Closed jgammerman closed 1 year ago

jgammerman commented 1 year ago

@lakshmanok - regarding my earlier issue (#164), I've ended up manually exporting the data from BQ to cloud storage using the GUI.

The rest of the notebook is working fine, but now I'm training the deep neural network it's awfully slow (I'm still on the first of the 10 epochs and it's not even half way through it after 10 minutes!).

I'm guessing that the problem is that I'm using CPUs rather than a GPU...on p.322 of the book you state "Making sure that the Vertex AI Workbench notebook that I’m working on has a GPU attached to it, I can now launch off the training job..." but if I'm not mistaken it's not covered in the textbook or notebook how to do this?

I've already set up my fully-managed notebook to enable an NVIDIA T4 GPU, but I believe that it won't be attached automatically without me doing something else.

image

The GC docs refer to creating a separate CustomJob to achieve this - is that what you did or is there a quicker way?

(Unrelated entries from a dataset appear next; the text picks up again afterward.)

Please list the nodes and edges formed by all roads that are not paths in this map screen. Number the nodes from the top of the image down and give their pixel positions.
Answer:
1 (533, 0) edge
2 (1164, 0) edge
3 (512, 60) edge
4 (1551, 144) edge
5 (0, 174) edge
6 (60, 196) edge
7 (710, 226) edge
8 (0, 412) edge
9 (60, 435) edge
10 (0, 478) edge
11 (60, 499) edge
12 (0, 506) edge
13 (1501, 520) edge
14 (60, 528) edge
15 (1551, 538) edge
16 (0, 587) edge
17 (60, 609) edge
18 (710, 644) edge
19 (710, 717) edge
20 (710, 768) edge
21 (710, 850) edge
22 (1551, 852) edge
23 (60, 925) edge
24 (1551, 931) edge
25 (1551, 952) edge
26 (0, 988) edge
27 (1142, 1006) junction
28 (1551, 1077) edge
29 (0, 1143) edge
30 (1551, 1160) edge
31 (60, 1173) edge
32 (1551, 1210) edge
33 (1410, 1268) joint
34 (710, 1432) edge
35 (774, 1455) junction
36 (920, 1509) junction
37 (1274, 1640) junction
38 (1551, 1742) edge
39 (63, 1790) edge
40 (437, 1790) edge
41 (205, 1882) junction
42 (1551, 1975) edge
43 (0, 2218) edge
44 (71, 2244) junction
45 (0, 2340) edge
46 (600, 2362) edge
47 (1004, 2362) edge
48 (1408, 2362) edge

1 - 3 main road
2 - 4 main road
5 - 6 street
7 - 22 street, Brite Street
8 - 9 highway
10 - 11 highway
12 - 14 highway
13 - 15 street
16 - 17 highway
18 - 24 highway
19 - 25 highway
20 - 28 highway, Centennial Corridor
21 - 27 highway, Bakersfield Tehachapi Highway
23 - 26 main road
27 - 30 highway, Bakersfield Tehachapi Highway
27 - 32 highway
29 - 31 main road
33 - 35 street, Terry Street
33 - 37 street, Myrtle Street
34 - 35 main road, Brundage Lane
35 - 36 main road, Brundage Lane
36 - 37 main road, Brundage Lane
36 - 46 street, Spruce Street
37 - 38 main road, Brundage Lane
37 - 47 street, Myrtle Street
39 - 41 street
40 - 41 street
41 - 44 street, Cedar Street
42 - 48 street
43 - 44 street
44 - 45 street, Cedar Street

lakshmanok commented 1 year ago

When you launch the notebook instance, make sure to specify a machine type with a GPU. You can also stop the instance, add a GPU, and then restart it

thanks, Lak

On Fri, Feb 10, 2023, 8:41 AM James @.***> wrote:

@lakshmanok https://github.com/lakshmanok - regarding my earlier issue (

164

https://github.com/GoogleCloudPlatform/data-science-on-gcp/issues/164), I've ended up manually exporting the data from BQ to cloud storage using the GUI.

The rest of the notebook is working fine, but now I'm training the deep neural network it's awfully slow (I'm still on the first of the 10 epochs and it's not even half way through it after 10 minutes!).

I'm guessing that the problem is that I'm using CPUs rather than a GPU...on p.322 of the book you state "Making sure that the Vertex AI Workbench notebook that I’m working on has a GPU attached to it, I can now launch off the training job..." but if I'm not mistaken it's not covered in the textbook or notebook how to do this?

The GC docs refer to creating a separate CustomJob https://cloud.google.com/vertex-ai/docs/training/configure-compute#create_custom_job_gpus-console to achieve this - is that what you did or is there a quicker way?

— Reply to this email directly, view it on GitHub https://github.com/GoogleCloudPlatform/data-science-on-gcp/issues/165, or unsubscribe https://github.com/notifications/unsubscribe-auth/AANJPZ2FRQLPPMDNEJOI2DLWWZVT3ANCNFSM6AAAAAAUYAAVTM . You are receiving this because you were mentioned.Message ID: @.***>

jgammerman commented 1 year ago

Still no quicker I'm afraid - one epoch is taking about 20 minutes...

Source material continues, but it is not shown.